The paper presents MLMQ, a novel multi-level multi-queue design for GPUs that enhances SSSP performance through adaptive, efficient queue management and inter-queue coordination.

Findings

Achieves 1.87x to 17.13x speedup over state-of-the-art methods.

Introduces a cache-like collaboration mechanism for inter-queue coordination.

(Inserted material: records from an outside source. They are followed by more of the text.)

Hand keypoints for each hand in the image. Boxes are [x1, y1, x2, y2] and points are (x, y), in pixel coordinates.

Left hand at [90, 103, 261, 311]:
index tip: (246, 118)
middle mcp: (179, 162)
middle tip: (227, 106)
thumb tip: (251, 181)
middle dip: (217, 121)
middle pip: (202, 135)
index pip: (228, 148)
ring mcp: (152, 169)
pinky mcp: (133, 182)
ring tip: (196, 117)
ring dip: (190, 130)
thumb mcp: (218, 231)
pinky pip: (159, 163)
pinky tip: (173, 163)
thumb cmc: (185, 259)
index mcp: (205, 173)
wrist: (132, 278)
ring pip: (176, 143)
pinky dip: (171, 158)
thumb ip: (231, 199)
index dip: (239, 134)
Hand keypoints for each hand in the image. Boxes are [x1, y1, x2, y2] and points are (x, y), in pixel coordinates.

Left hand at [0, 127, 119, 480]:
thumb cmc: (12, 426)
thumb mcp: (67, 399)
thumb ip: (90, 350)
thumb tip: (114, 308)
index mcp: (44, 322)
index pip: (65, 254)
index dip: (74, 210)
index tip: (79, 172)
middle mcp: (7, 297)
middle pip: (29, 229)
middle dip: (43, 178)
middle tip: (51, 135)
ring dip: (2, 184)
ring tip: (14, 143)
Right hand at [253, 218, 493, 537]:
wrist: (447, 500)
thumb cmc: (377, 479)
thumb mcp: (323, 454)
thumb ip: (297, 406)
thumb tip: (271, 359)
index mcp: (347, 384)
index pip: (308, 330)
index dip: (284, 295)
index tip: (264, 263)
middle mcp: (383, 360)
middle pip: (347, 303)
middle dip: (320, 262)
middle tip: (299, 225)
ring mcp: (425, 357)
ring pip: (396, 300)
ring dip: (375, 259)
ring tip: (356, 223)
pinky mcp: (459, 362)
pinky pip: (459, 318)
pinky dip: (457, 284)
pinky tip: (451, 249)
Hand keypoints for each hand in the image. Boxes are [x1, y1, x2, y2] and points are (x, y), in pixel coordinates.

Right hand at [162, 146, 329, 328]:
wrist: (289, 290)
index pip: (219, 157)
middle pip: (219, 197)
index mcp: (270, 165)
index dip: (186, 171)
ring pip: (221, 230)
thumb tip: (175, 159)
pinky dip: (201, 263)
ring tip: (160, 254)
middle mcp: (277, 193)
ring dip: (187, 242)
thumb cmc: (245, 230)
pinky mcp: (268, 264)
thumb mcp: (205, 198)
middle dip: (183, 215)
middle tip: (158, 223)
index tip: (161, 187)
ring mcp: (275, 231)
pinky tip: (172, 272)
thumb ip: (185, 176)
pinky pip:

Provides an input-adaptive MLMQ configuration scheme.

Abstract

As one of the most fundamental problems in graph processing, the Single-Source Shortest Path (SSSP) problem plays a critical role in numerous application scenarios. However, existing GPU-based solutions remain inefficient, as they typically rely on a single, fixed queue design that incurs severe synchronization overhead, high memory latency, and poor adaptivity to diverse inputs. To address these inefficiencies, we propose MultiLevelMultiQueue (MLMQ), a novel data structure that distributes multiple queues across the GPU's multi-level parallelism and memory hierarchy. To realize MLMQ, we introduce a cache-like collaboration mechanism for efficient inter-queue coordination, and develop a modular queue design based on unified Read and Write primitives. Within this framework, we expand the optimization space by designing a set of GPU-friendly queues, composing them across multiple levels, and further providing an input-adaptive MLMQ configuration scheme. Our MLMQ design achieves average speedups of 1.87x to 17.13x over state-of-the-art implementations. Our code is open-sourced at https://github.com/Leo9660/MLMQ.git.